Impara ad illustrare e creare fiabe e racconti per bambini. [ADV]

Il coniglietto di velluto – o come i giocattoli diventano veri è l’opera che ha reso famosa la scrittrice anglo-americana Margery Williams Bianco e occupa un posto indiscusso nell’empireo dei racconti per l’infanzia più amati del XX secolo; dopo aver accompagnato una dopo l’altra intere generazioni di bambini ed essere stato oggetto di dozzine di rivisitazioni, riscritture, versioni illustrate e adattamenti per radio, teatro, cinema e tv (l’ultima di queste è di pochi mesi fa, qui il trailer ufficiale), a più di un secolo di distanza dalla sua prima pubblicazione è ancora costantemente riproposto in molteplici varianti.

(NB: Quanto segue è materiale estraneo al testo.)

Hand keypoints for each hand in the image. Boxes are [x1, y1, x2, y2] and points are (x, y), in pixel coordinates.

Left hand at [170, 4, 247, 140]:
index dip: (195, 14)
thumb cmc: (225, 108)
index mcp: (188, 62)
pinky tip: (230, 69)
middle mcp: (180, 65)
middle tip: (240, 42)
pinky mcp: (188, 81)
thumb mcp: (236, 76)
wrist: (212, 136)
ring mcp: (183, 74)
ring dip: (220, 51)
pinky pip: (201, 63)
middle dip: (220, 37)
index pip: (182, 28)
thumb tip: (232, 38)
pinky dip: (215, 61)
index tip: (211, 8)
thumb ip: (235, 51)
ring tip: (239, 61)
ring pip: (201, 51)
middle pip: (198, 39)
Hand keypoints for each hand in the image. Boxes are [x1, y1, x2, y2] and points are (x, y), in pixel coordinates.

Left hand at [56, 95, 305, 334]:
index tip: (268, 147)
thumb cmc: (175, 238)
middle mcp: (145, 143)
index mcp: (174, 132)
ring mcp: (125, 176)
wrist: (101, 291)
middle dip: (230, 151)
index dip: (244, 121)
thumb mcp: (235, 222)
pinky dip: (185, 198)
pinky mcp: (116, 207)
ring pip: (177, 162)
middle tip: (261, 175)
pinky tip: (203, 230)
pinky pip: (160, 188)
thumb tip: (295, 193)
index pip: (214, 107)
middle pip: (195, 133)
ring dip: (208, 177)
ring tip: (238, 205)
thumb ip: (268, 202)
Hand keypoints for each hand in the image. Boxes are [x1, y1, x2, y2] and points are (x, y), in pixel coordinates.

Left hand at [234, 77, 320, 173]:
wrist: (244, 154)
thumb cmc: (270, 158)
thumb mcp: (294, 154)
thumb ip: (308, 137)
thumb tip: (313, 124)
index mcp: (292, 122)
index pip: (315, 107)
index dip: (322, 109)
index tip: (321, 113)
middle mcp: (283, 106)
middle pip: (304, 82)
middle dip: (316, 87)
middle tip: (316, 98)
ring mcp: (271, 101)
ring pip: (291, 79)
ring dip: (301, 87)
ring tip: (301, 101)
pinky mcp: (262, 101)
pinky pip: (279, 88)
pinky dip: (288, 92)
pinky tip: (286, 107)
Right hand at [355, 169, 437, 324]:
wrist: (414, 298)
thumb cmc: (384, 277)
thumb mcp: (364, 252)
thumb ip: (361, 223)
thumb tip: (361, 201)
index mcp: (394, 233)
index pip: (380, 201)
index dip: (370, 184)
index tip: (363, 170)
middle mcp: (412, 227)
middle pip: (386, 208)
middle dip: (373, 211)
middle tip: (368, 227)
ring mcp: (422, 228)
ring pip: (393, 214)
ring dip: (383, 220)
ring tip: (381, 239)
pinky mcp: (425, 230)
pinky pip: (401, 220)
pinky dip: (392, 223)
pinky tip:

Il coniglietto di velluto comparve per la prima volta su una rivista femminile americana, la Harper’s Bazaar, nel 1921 accompagnato dalle illustrazioni di Pamela Bianco, bambina prodigio nel campo delle arti figurative e nientemeno che figlia di Margery, all’epoca decisamente più famosa della madre. Furono proprio gli editori della Harper’s Bazaar a commissionare a Margery Williams la stesura di un testo che potesse essere illustrato da Pamela, al cui lavoro artistico avevano già dato spazio sulle pagine della rivista e al quale si mantenevano interessati. Si è detto che proprio Pamela sia in realtà la vera destinataria di questo racconto e che sua madre avesse in mente e nel cuore lei mentre lo scriveva, sebbene il destino di questa storia sarebbe stato, di lì a poco, quello di raggiungere lettori ben più lontani nel tempo e nello spazio. L’anno successivo al suo esordio, il racconto venne pubblicato in singolo volume, questa volta con le illustrazioni di William Nicholson (1922); ebbe così inizio la sua longeva fortuna editoriale. 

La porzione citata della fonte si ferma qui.